Center a Tribute to Judge Damon J. Keith's Lifetime Pursuit of Civil Rights

Center a Tribute to Judge Damon J. Keith's Lifetime Pursuit of Civil Rights


May 18, 2010
Michael H. Hodges / The Detroit News

When Winnie and Nelson Mandela came to Detroit in 1990, Judge Damon J. Keith called Rosa Parks to see if she needed a ride to the airport for the welcome ceremony. Her caretaker, however, said the two of them hadn't been invited.

"You're kidding!" said an astonished Keith, telling them he'd be by shortly to pick them up. When the Mandelas got off the plane, they made a beeline for Parks, bypassing the governor, the mayor and the president of the United Auto Workers. "Rosa Parks!" they cried, throwing their arms around her.

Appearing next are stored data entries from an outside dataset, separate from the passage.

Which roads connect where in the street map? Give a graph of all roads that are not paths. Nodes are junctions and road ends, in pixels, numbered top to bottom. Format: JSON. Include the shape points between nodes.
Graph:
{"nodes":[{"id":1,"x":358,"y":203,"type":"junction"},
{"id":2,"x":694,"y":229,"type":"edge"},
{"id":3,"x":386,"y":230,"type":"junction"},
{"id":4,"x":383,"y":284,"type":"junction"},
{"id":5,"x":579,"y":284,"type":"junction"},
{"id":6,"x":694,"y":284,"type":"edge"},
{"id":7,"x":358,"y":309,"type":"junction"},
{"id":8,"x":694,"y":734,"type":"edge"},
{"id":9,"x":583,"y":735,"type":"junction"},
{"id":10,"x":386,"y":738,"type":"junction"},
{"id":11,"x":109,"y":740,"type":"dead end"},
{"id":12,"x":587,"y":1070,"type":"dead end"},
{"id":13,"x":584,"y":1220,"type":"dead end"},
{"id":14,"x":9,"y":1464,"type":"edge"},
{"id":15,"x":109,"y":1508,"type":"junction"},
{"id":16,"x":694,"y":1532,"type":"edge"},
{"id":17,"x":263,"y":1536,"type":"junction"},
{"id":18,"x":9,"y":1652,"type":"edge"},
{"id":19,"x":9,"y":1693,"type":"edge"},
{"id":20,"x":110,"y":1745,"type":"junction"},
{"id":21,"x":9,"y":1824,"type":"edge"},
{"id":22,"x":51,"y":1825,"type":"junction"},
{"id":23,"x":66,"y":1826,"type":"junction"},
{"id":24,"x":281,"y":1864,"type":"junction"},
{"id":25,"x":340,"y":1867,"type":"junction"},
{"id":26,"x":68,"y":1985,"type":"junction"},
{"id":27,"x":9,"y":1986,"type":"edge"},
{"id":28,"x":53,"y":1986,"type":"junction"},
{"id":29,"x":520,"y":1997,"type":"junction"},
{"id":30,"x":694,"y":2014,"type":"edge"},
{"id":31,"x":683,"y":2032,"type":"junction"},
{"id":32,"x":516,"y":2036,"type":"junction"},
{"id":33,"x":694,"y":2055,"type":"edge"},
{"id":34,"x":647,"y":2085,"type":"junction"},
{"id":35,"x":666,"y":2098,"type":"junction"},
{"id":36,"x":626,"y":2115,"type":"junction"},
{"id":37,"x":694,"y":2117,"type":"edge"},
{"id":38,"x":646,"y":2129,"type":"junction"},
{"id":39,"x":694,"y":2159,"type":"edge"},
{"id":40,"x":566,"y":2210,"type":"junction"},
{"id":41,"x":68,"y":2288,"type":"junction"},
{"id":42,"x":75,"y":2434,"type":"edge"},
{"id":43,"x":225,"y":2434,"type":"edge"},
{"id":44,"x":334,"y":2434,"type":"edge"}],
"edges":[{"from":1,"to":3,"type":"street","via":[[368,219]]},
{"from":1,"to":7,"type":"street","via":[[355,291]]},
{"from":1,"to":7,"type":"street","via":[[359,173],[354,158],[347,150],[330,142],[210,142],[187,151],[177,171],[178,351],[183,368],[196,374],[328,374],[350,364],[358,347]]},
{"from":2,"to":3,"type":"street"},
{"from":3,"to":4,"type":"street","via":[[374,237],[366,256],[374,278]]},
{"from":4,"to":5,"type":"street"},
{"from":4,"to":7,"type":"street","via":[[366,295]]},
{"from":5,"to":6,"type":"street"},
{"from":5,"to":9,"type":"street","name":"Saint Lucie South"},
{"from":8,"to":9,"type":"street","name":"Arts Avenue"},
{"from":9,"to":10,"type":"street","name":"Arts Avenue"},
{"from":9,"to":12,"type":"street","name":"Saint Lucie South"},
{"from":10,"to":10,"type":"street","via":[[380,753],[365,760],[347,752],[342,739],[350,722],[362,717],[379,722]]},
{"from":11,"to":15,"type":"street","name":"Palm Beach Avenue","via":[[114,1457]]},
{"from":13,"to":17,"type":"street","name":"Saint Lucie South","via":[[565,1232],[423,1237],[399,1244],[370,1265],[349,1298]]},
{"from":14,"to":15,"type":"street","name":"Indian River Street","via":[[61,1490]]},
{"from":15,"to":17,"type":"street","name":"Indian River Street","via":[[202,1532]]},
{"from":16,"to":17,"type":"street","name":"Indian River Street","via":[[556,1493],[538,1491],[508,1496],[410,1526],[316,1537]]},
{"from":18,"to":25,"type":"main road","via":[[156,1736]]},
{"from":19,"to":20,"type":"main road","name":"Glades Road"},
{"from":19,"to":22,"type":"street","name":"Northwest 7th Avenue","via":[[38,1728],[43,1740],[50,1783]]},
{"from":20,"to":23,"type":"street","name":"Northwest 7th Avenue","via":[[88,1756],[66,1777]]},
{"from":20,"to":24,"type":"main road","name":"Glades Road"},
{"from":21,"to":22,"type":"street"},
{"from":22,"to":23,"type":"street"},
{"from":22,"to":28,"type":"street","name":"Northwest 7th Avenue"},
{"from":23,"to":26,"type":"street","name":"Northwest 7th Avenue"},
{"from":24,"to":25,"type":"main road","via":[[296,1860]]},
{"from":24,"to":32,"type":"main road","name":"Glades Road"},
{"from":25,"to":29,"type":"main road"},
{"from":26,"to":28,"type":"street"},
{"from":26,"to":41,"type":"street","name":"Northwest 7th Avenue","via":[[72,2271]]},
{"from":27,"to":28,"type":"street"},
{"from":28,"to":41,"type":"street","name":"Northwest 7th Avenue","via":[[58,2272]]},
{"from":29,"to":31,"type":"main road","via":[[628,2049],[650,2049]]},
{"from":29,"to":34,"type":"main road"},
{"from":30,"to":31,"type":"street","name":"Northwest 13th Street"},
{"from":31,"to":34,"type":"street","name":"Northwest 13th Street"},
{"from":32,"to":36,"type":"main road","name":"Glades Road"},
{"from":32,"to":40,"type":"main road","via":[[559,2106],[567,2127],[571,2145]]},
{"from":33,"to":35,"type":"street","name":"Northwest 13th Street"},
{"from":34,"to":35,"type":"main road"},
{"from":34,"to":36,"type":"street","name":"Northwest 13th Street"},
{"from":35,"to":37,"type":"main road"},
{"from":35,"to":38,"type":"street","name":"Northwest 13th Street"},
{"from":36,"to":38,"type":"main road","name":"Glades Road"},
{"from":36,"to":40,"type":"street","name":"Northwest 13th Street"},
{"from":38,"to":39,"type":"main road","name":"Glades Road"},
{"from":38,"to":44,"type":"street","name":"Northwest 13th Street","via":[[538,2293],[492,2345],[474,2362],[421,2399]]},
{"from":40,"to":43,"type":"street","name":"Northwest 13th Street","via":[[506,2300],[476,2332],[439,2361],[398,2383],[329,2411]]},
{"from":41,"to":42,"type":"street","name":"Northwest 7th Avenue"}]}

"You see," said the 87-year-old Keith with a smile, "that was the face they knew."

On Monday, Wayne State University Law School will break ground on the Damon J. Keith Center for Civil Rights. The tribute recognizes the towering stature of the judge, whose landmark rulings over more than 42 years on the federal bench redefined civil rights and civil liberties law.

"The First Amendment is alive and well in no small part because of Judge Keith's efforts," said Robert M. Ackerman, dean of Wayne State's Law School.

Keith, who sits on the U.S. Court of Appeals, is the judge who rebuked President Richard Nixon on wiretaps and stopped secret deportation hearings under the Bush administration. He's the judge who desegregated Pontiac public schools, leading to one of the first mandatory busing programs outside the South.

Yet it is his many kindnesses to Detroit and its residents -- relocating Parks after she was mugged in her house, and saving the Charles H. Wright Museum of African American History -- that may constitute his most enduring legacy locally.